• **Required work**
Using the records below, find every line that includes "Crescent" and copy it.

[Saved data entries]

Segment Open

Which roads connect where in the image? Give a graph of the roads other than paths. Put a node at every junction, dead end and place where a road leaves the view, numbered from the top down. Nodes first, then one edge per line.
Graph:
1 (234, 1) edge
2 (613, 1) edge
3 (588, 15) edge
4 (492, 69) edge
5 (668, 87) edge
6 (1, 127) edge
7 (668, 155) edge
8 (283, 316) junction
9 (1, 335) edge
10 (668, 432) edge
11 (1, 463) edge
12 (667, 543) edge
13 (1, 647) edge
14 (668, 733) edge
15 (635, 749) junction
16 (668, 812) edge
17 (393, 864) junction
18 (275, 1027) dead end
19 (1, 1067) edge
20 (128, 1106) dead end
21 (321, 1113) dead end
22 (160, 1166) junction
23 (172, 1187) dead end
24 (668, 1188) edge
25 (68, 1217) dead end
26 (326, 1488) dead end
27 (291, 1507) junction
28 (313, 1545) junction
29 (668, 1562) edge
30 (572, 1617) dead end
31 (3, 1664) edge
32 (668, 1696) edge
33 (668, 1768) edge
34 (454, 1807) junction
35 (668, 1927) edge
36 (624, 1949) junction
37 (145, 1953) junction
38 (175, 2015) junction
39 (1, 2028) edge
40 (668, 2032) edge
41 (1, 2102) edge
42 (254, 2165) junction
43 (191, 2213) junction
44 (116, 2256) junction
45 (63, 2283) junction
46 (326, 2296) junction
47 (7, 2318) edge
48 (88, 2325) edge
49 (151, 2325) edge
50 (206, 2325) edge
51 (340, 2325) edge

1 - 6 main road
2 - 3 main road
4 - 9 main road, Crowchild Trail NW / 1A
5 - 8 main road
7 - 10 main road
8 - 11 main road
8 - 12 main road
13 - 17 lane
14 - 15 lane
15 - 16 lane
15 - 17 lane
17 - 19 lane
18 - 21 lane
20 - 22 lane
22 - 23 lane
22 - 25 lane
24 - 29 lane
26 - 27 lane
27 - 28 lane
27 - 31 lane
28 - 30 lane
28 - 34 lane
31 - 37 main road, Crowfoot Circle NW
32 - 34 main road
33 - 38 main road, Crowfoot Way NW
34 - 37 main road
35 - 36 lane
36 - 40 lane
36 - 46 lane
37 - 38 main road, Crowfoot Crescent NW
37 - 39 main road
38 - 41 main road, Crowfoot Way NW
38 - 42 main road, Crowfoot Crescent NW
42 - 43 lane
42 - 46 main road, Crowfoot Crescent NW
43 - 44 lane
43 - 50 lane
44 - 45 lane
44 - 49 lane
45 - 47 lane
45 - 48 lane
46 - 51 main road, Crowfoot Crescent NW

Segment Closed

• **Answer box**
37 - 38 main road, Crowfoot Crescent NW
38 - 42 main road, Crowfoot Crescent NW
42 - 46 main road, Crowfoot Crescent NW
46 - 51 main road, Crowfoot Crescent NW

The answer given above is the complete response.